## WHAT YOU WILL DO
Restate each record below word for word, skipping images.

▼

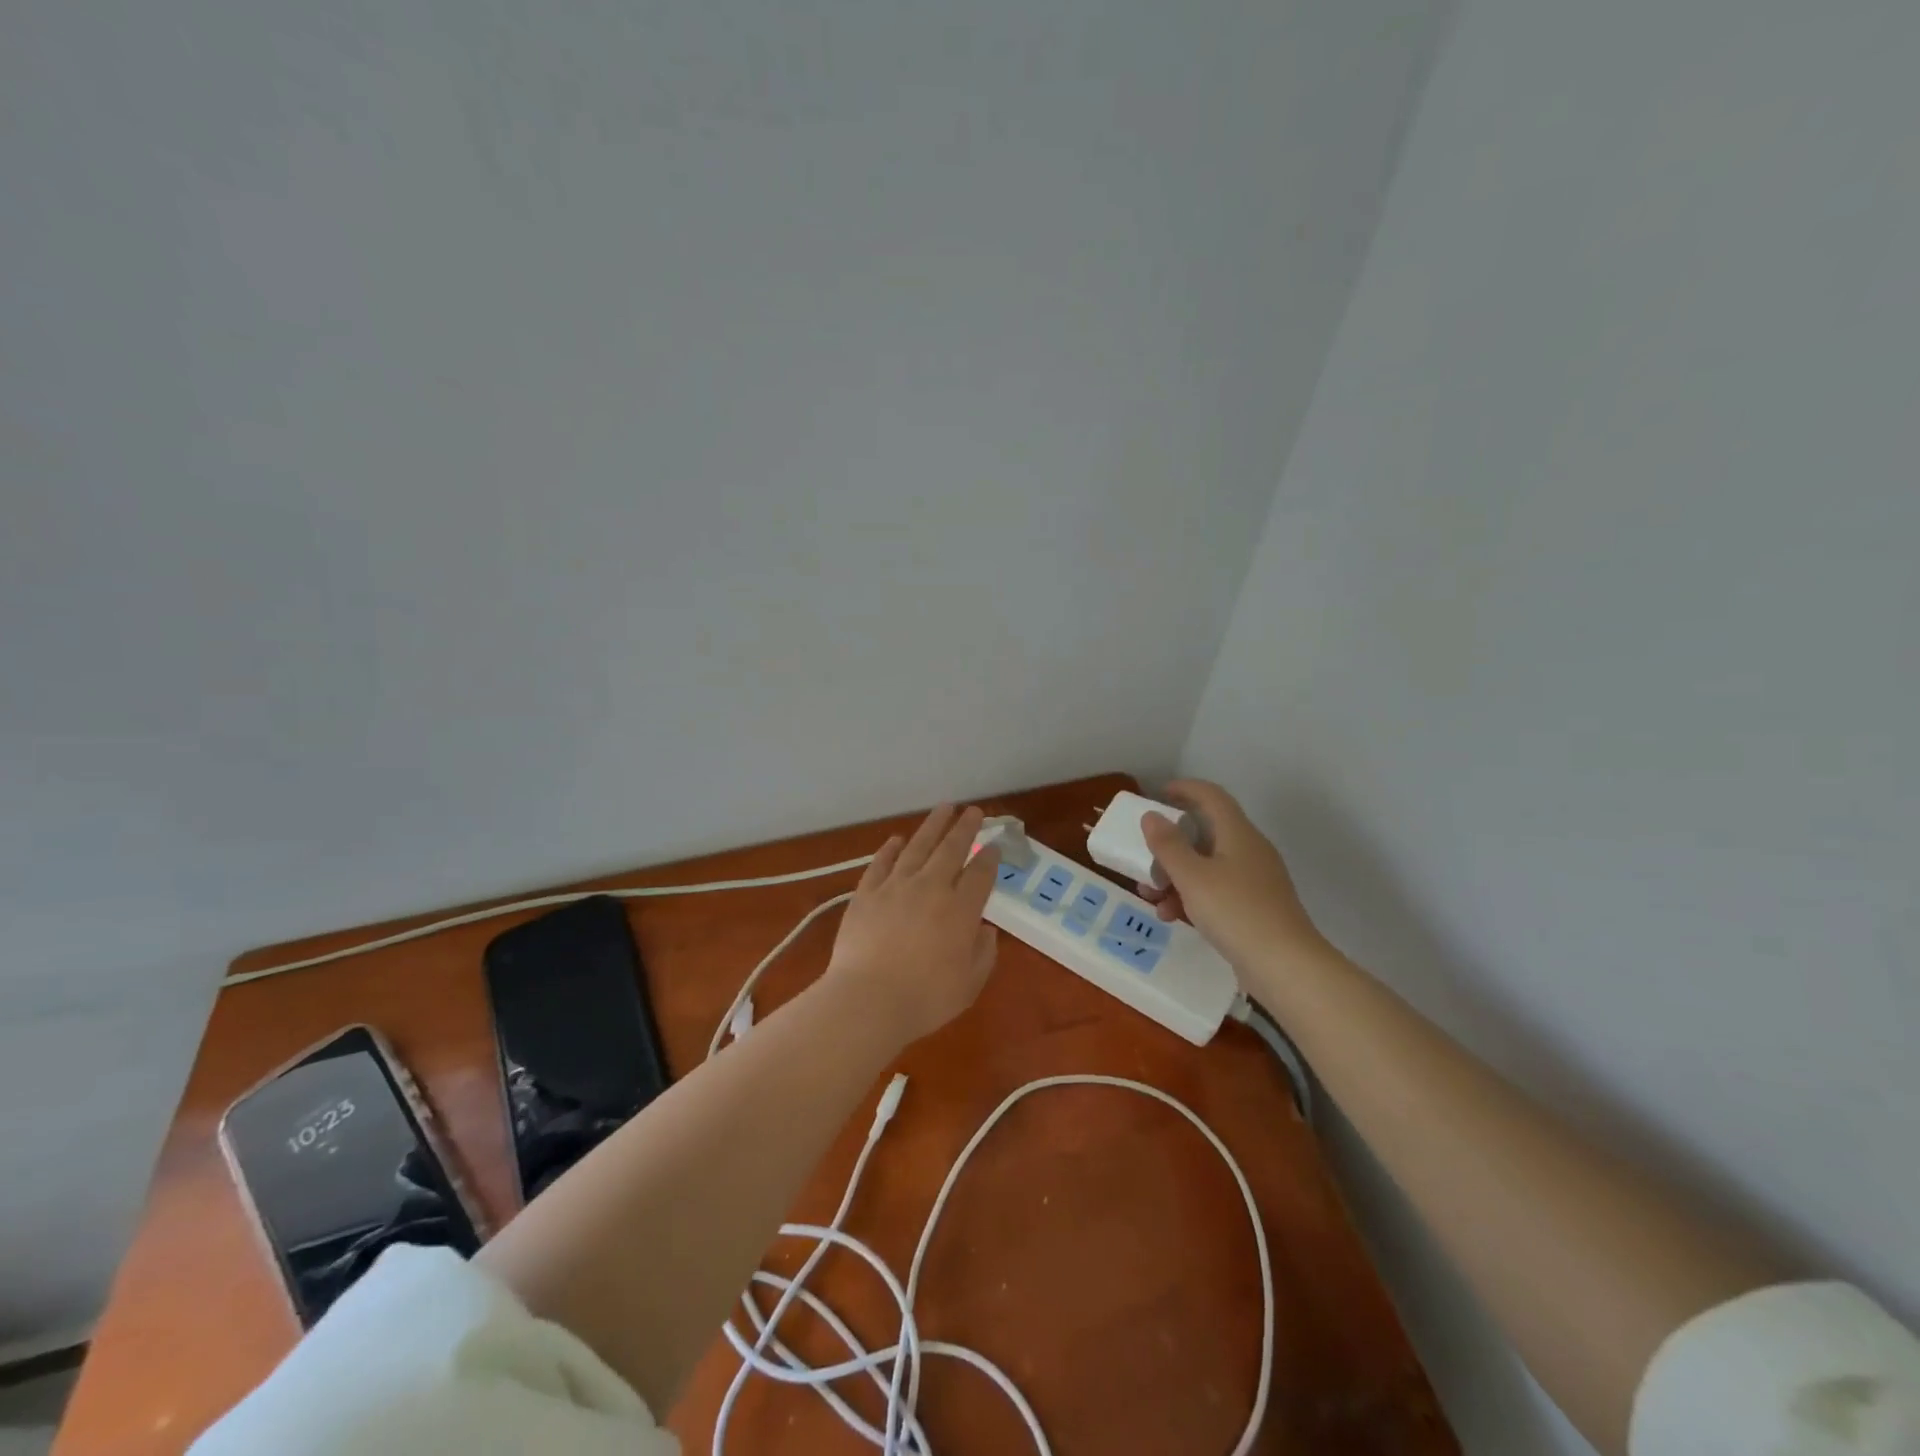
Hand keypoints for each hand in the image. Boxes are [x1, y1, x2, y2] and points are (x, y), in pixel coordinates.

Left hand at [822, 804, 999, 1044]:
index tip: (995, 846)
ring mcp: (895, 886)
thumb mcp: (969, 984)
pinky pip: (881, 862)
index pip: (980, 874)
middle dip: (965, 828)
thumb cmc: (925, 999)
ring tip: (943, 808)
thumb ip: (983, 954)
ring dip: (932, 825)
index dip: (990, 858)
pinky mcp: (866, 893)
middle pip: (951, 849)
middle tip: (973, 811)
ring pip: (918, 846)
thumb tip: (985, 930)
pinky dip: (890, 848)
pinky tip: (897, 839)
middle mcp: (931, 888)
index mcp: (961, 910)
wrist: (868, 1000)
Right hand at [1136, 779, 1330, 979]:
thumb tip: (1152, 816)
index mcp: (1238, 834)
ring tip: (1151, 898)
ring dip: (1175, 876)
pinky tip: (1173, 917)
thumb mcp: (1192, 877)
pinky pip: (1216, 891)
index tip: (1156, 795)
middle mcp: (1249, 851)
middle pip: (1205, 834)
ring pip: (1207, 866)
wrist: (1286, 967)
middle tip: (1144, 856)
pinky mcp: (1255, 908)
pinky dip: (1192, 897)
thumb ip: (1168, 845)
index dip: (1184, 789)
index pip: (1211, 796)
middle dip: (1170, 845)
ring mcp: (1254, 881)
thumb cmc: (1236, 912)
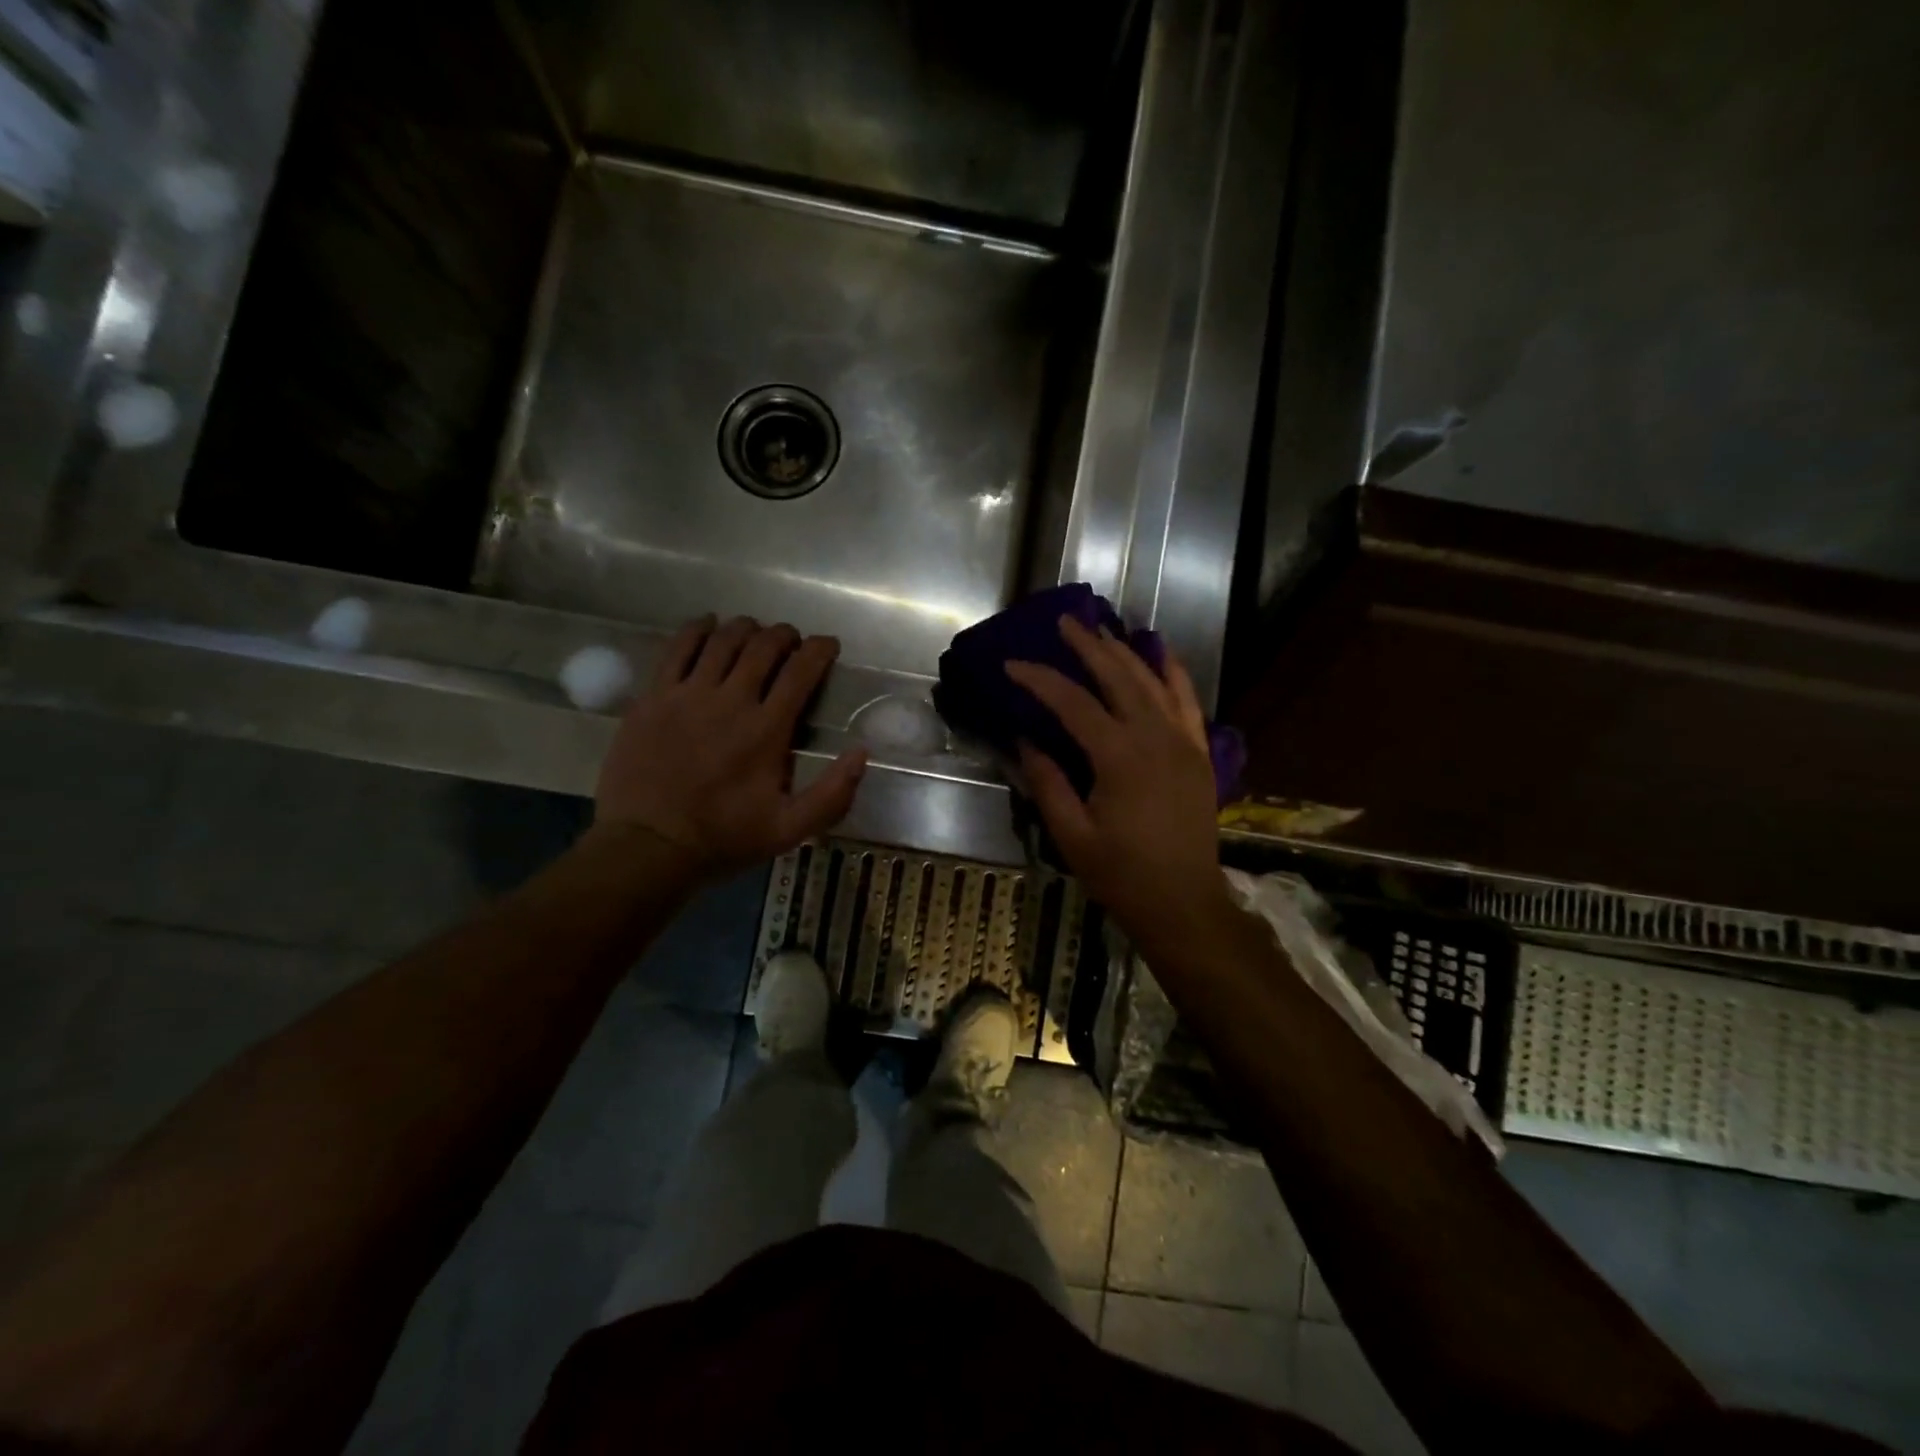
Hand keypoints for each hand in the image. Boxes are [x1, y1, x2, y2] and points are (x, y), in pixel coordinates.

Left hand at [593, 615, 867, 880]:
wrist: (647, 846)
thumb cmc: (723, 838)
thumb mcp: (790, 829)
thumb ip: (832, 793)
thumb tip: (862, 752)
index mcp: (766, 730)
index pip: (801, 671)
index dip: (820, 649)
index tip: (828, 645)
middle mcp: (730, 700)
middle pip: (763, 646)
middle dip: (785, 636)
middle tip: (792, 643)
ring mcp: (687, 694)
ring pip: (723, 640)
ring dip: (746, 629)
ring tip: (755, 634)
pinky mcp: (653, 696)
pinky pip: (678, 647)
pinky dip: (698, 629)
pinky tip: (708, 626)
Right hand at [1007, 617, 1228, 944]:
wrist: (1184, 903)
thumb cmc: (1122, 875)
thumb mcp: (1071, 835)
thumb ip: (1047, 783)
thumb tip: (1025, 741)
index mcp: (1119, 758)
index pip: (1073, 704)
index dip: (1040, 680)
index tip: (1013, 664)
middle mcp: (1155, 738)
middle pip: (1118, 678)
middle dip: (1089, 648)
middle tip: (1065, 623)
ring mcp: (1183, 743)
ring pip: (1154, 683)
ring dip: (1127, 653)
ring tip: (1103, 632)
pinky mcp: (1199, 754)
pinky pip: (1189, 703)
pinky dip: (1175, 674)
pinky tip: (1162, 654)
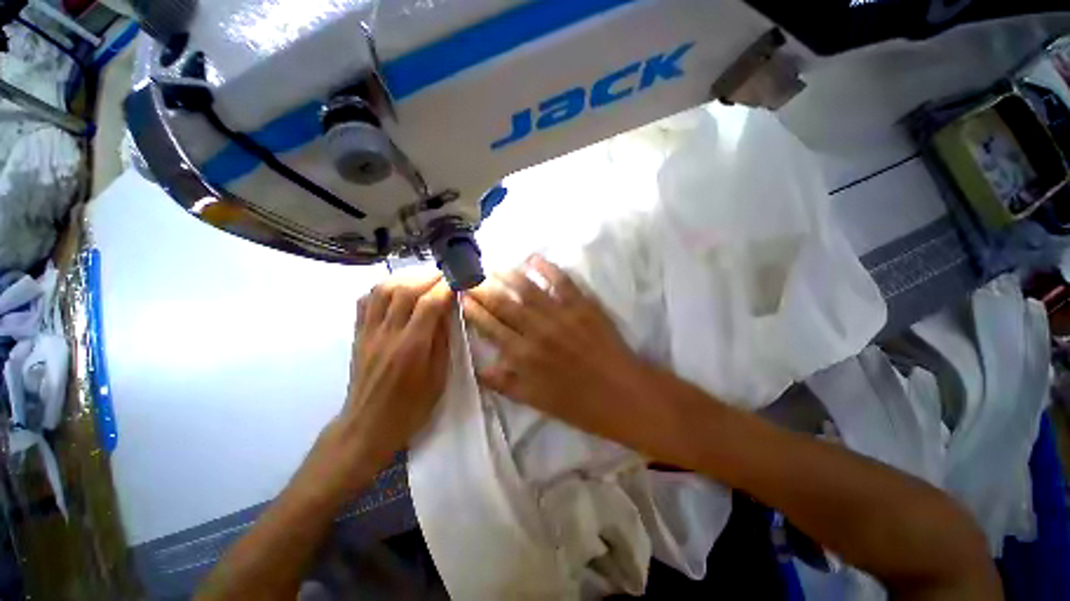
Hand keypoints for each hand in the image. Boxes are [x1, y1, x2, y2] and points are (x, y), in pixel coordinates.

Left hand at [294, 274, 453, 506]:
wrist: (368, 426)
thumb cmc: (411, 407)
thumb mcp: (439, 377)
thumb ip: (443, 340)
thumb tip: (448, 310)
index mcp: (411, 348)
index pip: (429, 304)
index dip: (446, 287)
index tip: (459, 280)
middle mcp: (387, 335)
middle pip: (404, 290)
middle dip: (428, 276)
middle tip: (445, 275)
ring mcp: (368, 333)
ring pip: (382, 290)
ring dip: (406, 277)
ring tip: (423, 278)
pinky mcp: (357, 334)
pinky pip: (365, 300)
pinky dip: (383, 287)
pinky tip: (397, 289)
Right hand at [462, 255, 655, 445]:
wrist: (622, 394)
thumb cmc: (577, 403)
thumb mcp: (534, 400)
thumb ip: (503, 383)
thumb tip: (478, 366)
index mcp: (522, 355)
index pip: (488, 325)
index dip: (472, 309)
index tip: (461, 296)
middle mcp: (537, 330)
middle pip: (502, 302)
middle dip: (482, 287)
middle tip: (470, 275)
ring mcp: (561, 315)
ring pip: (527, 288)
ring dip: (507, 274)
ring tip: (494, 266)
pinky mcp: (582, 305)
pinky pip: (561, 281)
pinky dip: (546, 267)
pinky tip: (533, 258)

▲

## ANSWER TO THE EXERCISE
Hand keypoints for each hand in the image. Boxes are [x1, y1, x2, y2] and points are (x, y), in pixel coordinates.

Left hand at [822, 804, 999, 1044]:
index tip: (995, 846)
ring mcp: (895, 886)
thumb mcp: (969, 984)
pinky pip: (881, 862)
index pip: (980, 874)
middle dip: (965, 828)
thumb cmc: (925, 999)
ring tip: (943, 808)
thumb ip: (983, 954)
ring dip: (932, 825)
index dip: (990, 858)
pinky mcp: (866, 893)
middle pip: (951, 849)
middle tip: (973, 811)
ring pip: (918, 846)
thumb tip: (985, 930)
pinky dip: (890, 848)
pinky tip: (897, 839)
middle mcp: (931, 888)
index mcp: (961, 910)
wrist: (868, 1000)
Right hand at [1136, 779, 1330, 979]:
thumb tip: (1152, 816)
index mcp: (1238, 834)
ring tip: (1151, 898)
ring dip: (1175, 876)
pinky tip: (1173, 917)
thumb mcp: (1192, 877)
pinky pip: (1216, 891)
index tip: (1156, 795)
middle mcp: (1249, 851)
middle pip: (1205, 834)
ring pip: (1207, 866)
wrist: (1286, 967)
middle tip: (1144, 856)
pinky mcp: (1255, 908)
pinky dip: (1192, 897)
thumb ip: (1168, 845)
index dip: (1184, 789)
index pip: (1211, 796)
middle dip: (1170, 845)
ring mcp: (1254, 881)
thumb cmc: (1236, 912)
Hand keypoints for each hand in the image. Boxes are [x1, y1, x2, y2] and points are (x, y), in pixel coordinates.

Left hand at [593, 615, 867, 880]:
wrist: (647, 846)
thumb cmc: (723, 838)
thumb mcp: (790, 829)
thumb ip: (832, 793)
thumb tip: (862, 752)
index mcp: (766, 730)
index pip: (801, 671)
index dip: (820, 649)
index tip: (828, 645)
middle mcp: (730, 700)
middle pip: (763, 646)
middle dip: (785, 636)
middle tip: (792, 643)
ring mcp: (687, 694)
ring pip: (723, 640)
ring dip: (746, 629)
ring tip: (755, 634)
pinky mcp: (653, 696)
pinky pip: (678, 647)
pinky dip: (698, 629)
pinky tip: (708, 626)
Right hand at [1007, 617, 1228, 944]:
wrist: (1184, 903)
thumb cmc: (1122, 875)
thumb mcp: (1071, 835)
thumb ip: (1047, 783)
thumb tip: (1025, 741)
index mcp: (1119, 758)
index pip: (1073, 704)
index dip: (1040, 680)
index tip: (1013, 664)
middle mcp: (1155, 738)
middle pip: (1118, 678)
middle dip: (1089, 648)
middle tip: (1065, 623)
ring mcp: (1183, 743)
ring pip: (1154, 683)
ring dip: (1127, 653)
ring tip: (1103, 632)
pinky mcp: (1199, 754)
pinky pip: (1189, 703)
pinky dip: (1175, 674)
pinky tip: (1162, 654)
Hand keypoints for each hand in the image. Boxes are [x1, y1, x2, y2] and points are (x, y), in pixel coordinates.

Left hand at [294, 274, 453, 506]:
wrist: (368, 426)
thumb cmc: (411, 407)
thumb mcp: (439, 377)
thumb ip: (443, 340)
thumb tip: (448, 310)
index mcp: (411, 348)
index pip: (429, 304)
index dip: (446, 287)
index tip: (459, 280)
middle mcp: (387, 335)
middle pip: (404, 290)
middle dip: (428, 276)
middle tip: (445, 275)
ring mcp: (368, 333)
ring pip: (382, 290)
ring dip: (406, 277)
ring tip: (423, 278)
pinky mcp: (357, 334)
pinky pip: (365, 300)
pinky dip: (383, 287)
pinky tip: (397, 289)
Right hand at [462, 255, 655, 445]:
wrist: (622, 394)
thumb cmc: (577, 403)
thumb mcp: (534, 400)
thumb ip: (503, 383)
thumb tip: (478, 366)
index mcp: (522, 355)
index pip: (488, 325)
index dip: (472, 309)
index tip: (461, 296)
middle mcp: (537, 330)
middle pip: (502, 302)
middle dip: (482, 287)
middle tip: (470, 275)
ring mcp: (561, 315)
ring pip: (527, 288)
ring dip: (507, 274)
ring tip: (494, 266)
pinky mcp: (582, 305)
pinky pip: (561, 281)
pinky dip: (546, 267)
pinky tip: (533, 258)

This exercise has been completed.